Monday, August 5, 2013

     Whither will go capitalism?  In chapter nineteen of the admittedly enigmatic book of Revelation, the writer, the apostle John, observes the destruction of a great city, Babylon, as it suffers judgment for the "immorality," as the text puts it, it has systematically cultivated and perpetrated across the planet.
     And what is the nature of Babylon's immorality?  It seems that its immorality is more than its complicity in encouraging sexual aberrance and lewd behavior.  Rather, it seems that Babylon's sin was to serve as a center and bastion of economic and financial greed, that is has systematically and willingly corroborated with the kings (rulers) of the earth to pursue lives focused exclusively on economic gain, usually at the expense of those too weak or powerless to mitigate it.

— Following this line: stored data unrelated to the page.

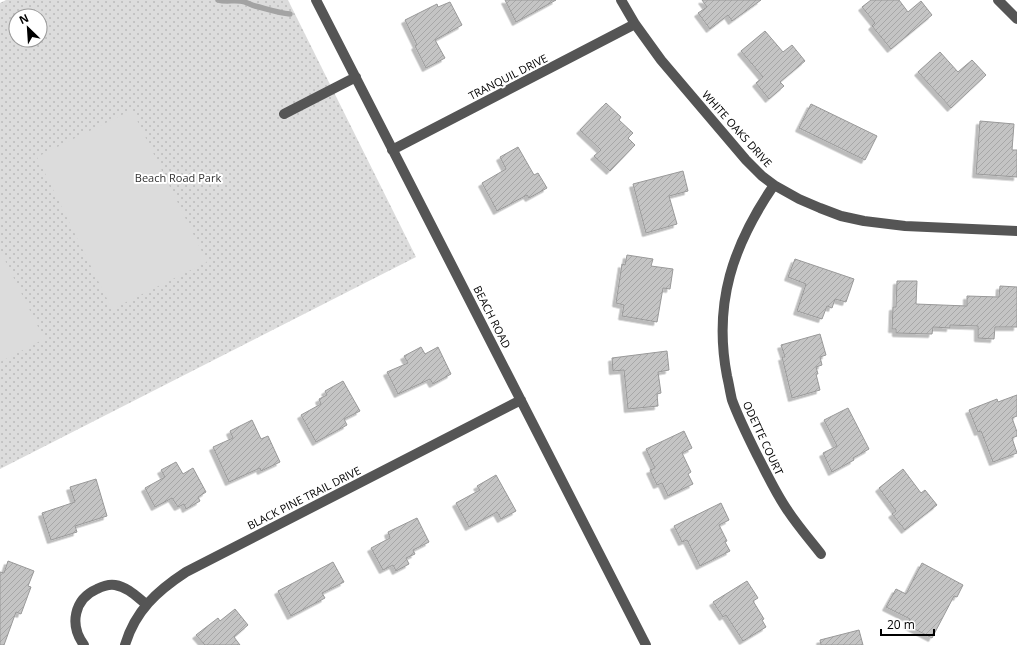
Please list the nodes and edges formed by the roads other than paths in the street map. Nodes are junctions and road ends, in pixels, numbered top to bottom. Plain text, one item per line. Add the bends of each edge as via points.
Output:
1 (316, 0) edge
2 (621, 0) edge
3 (998, 0) edge
4 (1017, 19) edge
5 (634, 24) junction
6 (356, 77) junction
7 (284, 114) dead end
8 (392, 150) junction
9 (774, 185) junction
10 (1017, 231) edge
11 (521, 400) junction
12 (821, 554) dead end
13 (146, 604) junction
14 (84, 645) edge
15 (125, 645) edge
16 (646, 645) edge

1 - 6 street, BEACH ROAD
2 - 5 street, WHITE OAKS DRIVE
3 - 4 street
5 - 8 street, TRANQUIL DRIVE
5 - 9 street, WHITE OAKS DRIVE via 726,138
6 - 7 street
6 - 8 street, BEACH ROAD
8 - 11 street, BEACH ROAD
9 - 10 street, WHITE OAKS DRIVE via 820,208 864,221 905,226
9 - 12 street, ODETTE COURT via 749,226 730,273 722,326 724,358 732,399 749,439 787,510
11 - 13 street, BLACK PINE TRAIL DRIVE via 186,572 167,584
11 - 16 street, BEACH ROAD
13 - 14 street via 128,590 114,585 103,586 87,594 78,606 75,617 79,638
13 - 15 street, BLACK PINE TRAIL DRIVE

     Although the Babylon presented in the text could be a literal and physical city, it is more likely a metaphor for all that is wrong with economic systems that, unchecked, reduce themselves to greed and unconsidered gain.  Although capitalism has done much for the world, it also carries tremendous potential for corruption.  When we consider the financial chicanery and insider trading of America's Wall Street, the various economic scandals erupting in the ruling classes of China, the hacking controversies in Great Britain, governmental abuse in Russia, and the many other instances of people illegally manipulating the global markets for their, and only their, gain (not to mention the international drug trade, which works on supply and demand as much as anything else), we can conclude that perhaps the vision of Revelation rings true.  Left to its own devices and populated by selfish people, capitalism will indeed run amok, driving the rulers, economic and political, of the earth to engage in acts of immorality, acts of economic injustice that drag everyone, big and little, into a morass of social and cultural decadence--in every way--from which escape has proven, historically speaking, difficult.
     What to do?  We always take time to consider and remember why we are pursuing gain in the marketplace.  Is it for us?  Or is it for the world?  Do we do it legally?  Or do we do whatever we can do, absolute morality aside, to make a profit?
     As John records the vision, "Fallen, fallen is Babylon the great!"